Problem description = Check each line of the data below for the word "Cassino", then extract the ones that have it.

Exercise input =
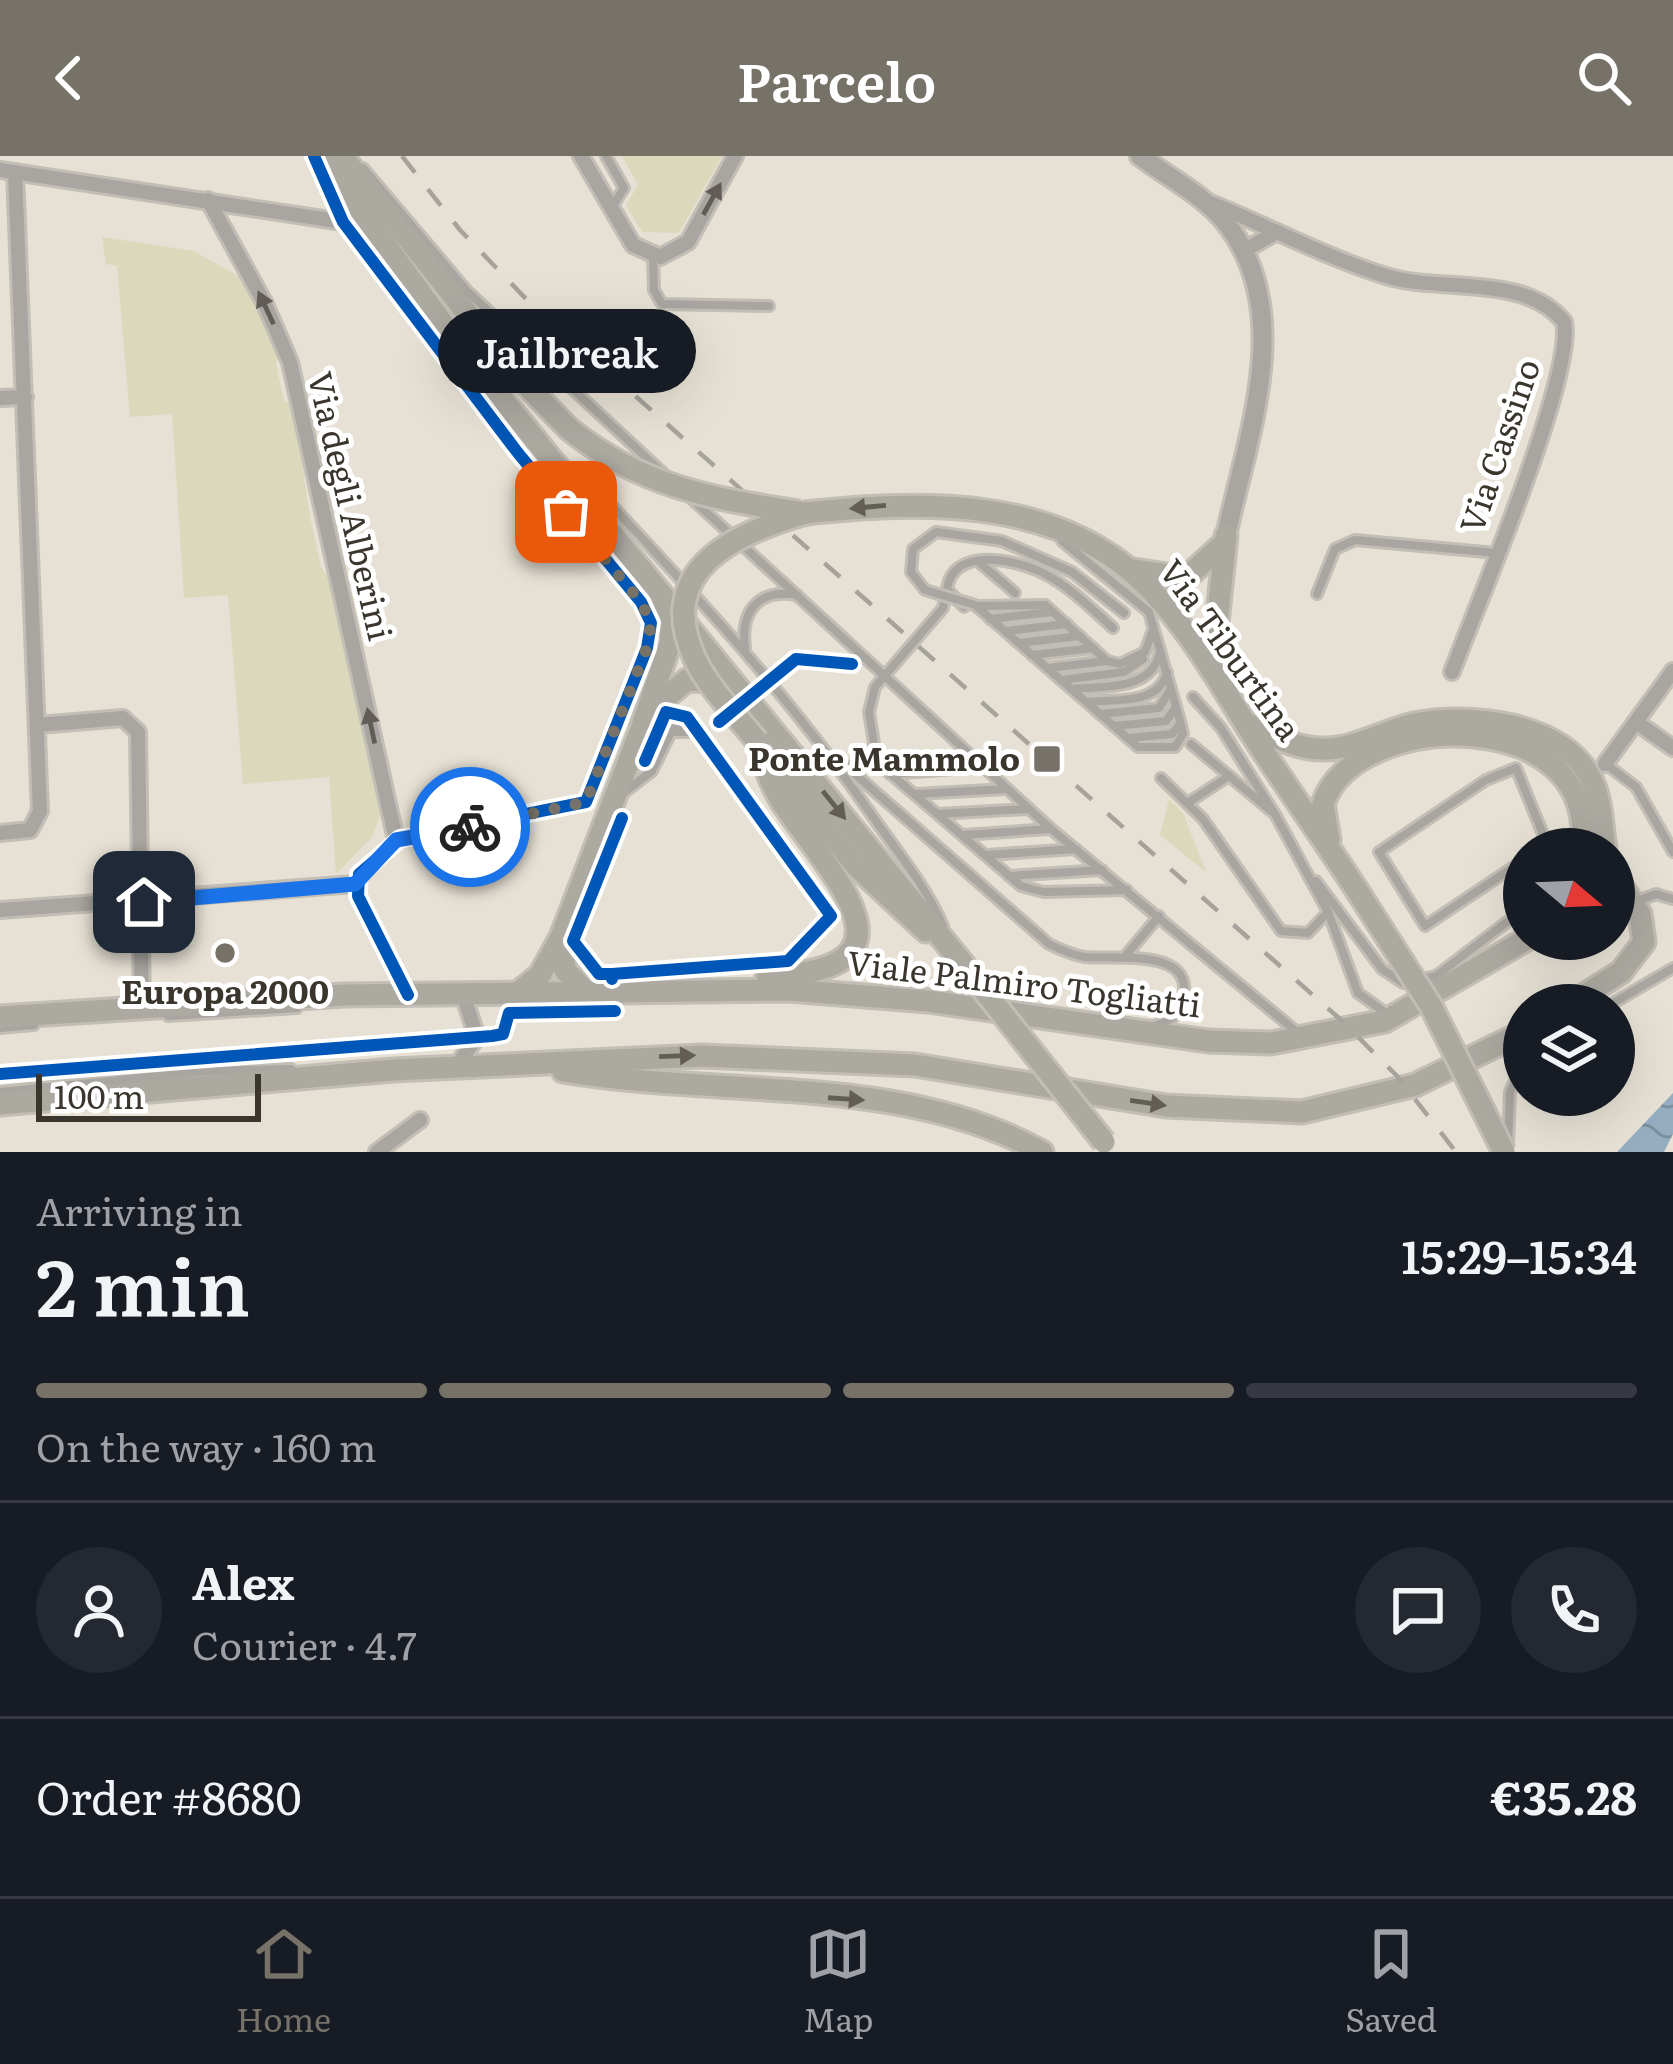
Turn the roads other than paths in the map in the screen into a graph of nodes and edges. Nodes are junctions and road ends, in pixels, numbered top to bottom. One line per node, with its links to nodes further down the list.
1 (318, 156): 12 (street); 20 (main road)
2 (344, 156): 21 (main road, Via Tiburtina, bridge); 31 (lane)
3 (581, 156): 10 (street)
4 (606, 156): 10 (lane)
5 (736, 156): 16 (street, one-way to 5)
6 (1140, 156): 8 (street)
7 (8, 171): 9 (street); 18 (street)
8 (1201, 199): 11 (street, Via Cassino); 14 (street)
9 (208, 200): 12 (street); 90 (street, Via degli Alberini, one-way to 9)
10 (611, 208): 16 (street)
11 (1253, 220): 13 (street, Via Cassino); 14 (street)
12 (343, 222): 90 (street)
13 (1277, 232): 15 (street); 24 (street, Via Cassino)
14 (1232, 234): 15 (street)
15 (1243, 251): 23 (street)
16 (652, 256): 17 (lane)
17 (769, 306)
18 (25, 397): 19 (street); 63 (street)
19 (0, 398)
20 (538, 443): 27 (main road); 42 (lane)
21 (806, 513): 22 (main road, Via Tiburtina, one-way to 21); 87 (main road, bridge)
22 (1022, 518): 26 (main road, Via Tiburtina); 41 (lane)
23 (1226, 536): 26 (main road); 56 (main road)
24 (1496, 554): 30 (lane); 48 (street, Via Cassino)
25 (977, 560): 28 (lane); 29 (lane); 37 (lane)
26 (1126, 568): 56 (main road, Via Tiburtina)
27 (656, 583): 55 (main road); 65 (main road)
28 (946, 589): 32 (lane); 50 (lane)
29 (1015, 593)
30 (1317, 593)
31 (798, 595): 42 (lane); 50 (lane)
32 (969, 606): 33 (lane); 34 (lane, bridge); 35 (lane)
33 (1054, 612): 35 (lane); 36 (lane)
34 (1124, 613)
35 (989, 620): 38 (lane)
36 (1067, 624): 38 (lane); 39 (lane)
37 (1113, 628)
38 (1005, 632): 40 (lane)
39 (1081, 636): 40 (lane); 43 (lane)
40 (1018, 643): 44 (lane)
41 (1156, 645): 45 (lane); 49 (lane); 51 (lane); 53 (lane)
42 (745, 648): 69 (lane)
43 (1093, 648): 44 (lane); 45 (lane)
44 (1031, 655): 46 (lane)
45 (1107, 661): 46 (lane)
46 (1046, 668): 51 (lane)
47 (1673, 671): 61 (street)
48 (1452, 672)
49 (1167, 673): 52 (lane); 57 (lane)
50 (884, 674): 72 (lane); 73 (lane)
51 (1059, 680): 53 (lane)
52 (1171, 687): 58 (lane); 59 (lane)
53 (1071, 690): 57 (lane)
54 (1193, 697): 82 (lane)
55 (745, 698): 65 (main road); 110 (main road, one-way to 110)
56 (1231, 698): 62 (main road, Via Tiburtina)
57 (1085, 702): 59 (lane)
58 (1176, 705): 60 (lane); 64 (lane)
59 (1099, 714): 64 (lane)
60 (1180, 722): 67 (lane); 67 (lane)
61 (1636, 722): 70 (street); 71 (street)
62 (1245, 723): 85 (main road); 92 (main road, Via Tiburtina)
63 (38, 725): 88 (street); 103 (street)
64 (1113, 726): 67 (lane)
65 (640, 732): 78 (main road)
66 (688, 732): 78 (lane)
67 (1127, 738)
68 (1191, 744): 74 (lane)
69 (825, 748): 110 (lane); 111 (lane)
70 (1673, 748)
71 (1605, 764): 93 (lane)
72 (983, 767): 73 (lane); 76 (lane)
73 (890, 774): 77 (lane)
74 (1229, 776): 79 (lane); 82 (lane)
75 (1162, 778): 79 (lane)
76 (1007, 789): 77 (lane); 80 (lane)
77 (914, 794): 81 (lane)
78 (615, 798): 109 (main road)
79 (1189, 802): 105 (lane)
80 (1029, 809): 81 (lane); 86 (lane)
81 (936, 814): 89 (lane)
82 (1276, 816): 95 (lane)
83 (1538, 828): 97 (lane)
84 (1581, 828): 92 (main road)
85 (1602, 828)
86 (1052, 829): 89 (lane); 91 (lane)
87 (814, 830): 110 (main road); 118 (main road)
88 (0, 833)
89 (961, 835): 94 (lane)
90 (396, 840): 99 (street)
91 (1076, 849): 94 (lane); 96 (lane)
92 (1332, 852): 141 (main road, Via Tiburtina, bridge)
93 (1673, 853)
94 (984, 856): 98 (lane)
95 (1300, 862): 105 (lane); 108 (lane)
96 (1103, 870): 98 (lane); 100 (lane)
97 (1503, 874)
98 (1008, 876): 100 (lane)
99 (355, 884): 103 (street); 123 (street)
100 (1128, 890): 106 (lane)
101 (1673, 899): 102 (lane)
102 (1635, 900)
103 (144, 902): 104 (street); 124 (street)
104 (0, 910)
105 (1328, 912): 126 (lane)
106 (1159, 916): 111 (lane); 129 (lane)
107 (1635, 918): 113 (main road)
108 (1503, 926)
109 (561, 937): 119 (main road); 120 (main road)
110 (955, 954): 138 (main road, bridge)
111 (1126, 955): 128 (lane)
112 (1503, 955): 126 (main road, Viale Palmiro Togliatti)
113 (1635, 956)
114 (1632, 960): 116 (main road)
115 (1673, 968): 117 (lane)
116 (1602, 984)
117 (1635, 990)
118 (681, 991): 119 (main road, Viale Palmiro Togliatti); 128 (main road, Viale Palmiro Togliatti)
119 (586, 992): 120 (main road, Viale Palmiro Togliatti)
120 (518, 993): 121 (main road, Viale Palmiro Togliatti)
121 (463, 994): 123 (main road, Viale Palmiro Togliatti); 132 (street)
122 (344, 995): 123 (main road, Viale Palmiro Togliatti); 124 (main road, Viale Palmiro Togliatti); 127 (lane, Viale Palmiro Togliatti)
123 (409, 995)
124 (142, 1008): 125 (main road, Viale Palmiro Togliatti)
125 (0, 1017)
126 (1394, 1017): 129 (main road, Viale Palmiro Togliatti)
127 (0, 1028)
128 (1132, 1029): 129 (main road, Viale Palmiro Togliatti)
129 (1309, 1039)
130 (1503, 1042): 131 (main road, one-way to 130)
131 (521, 1064): 132 (main road); 140 (main road, one-way to 140)
132 (456, 1067): 133 (main road)
133 (393, 1070): 134 (lane); 135 (main road)
134 (0, 1092)
135 (0, 1104)
136 (1508, 1116): 141 (lane)
137 (420, 1120): 139 (street)
138 (1108, 1147)
139 (376, 1152)
140 (1042, 1152)
141 (1506, 1152)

Completed task =
8 (1201, 199): 11 (street, Via Cassino); 14 (street)
11 (1253, 220): 13 (street, Via Cassino); 14 (street)
13 (1277, 232): 15 (street); 24 (street, Via Cassino)
24 (1496, 554): 30 (lane); 48 (street, Via Cassino)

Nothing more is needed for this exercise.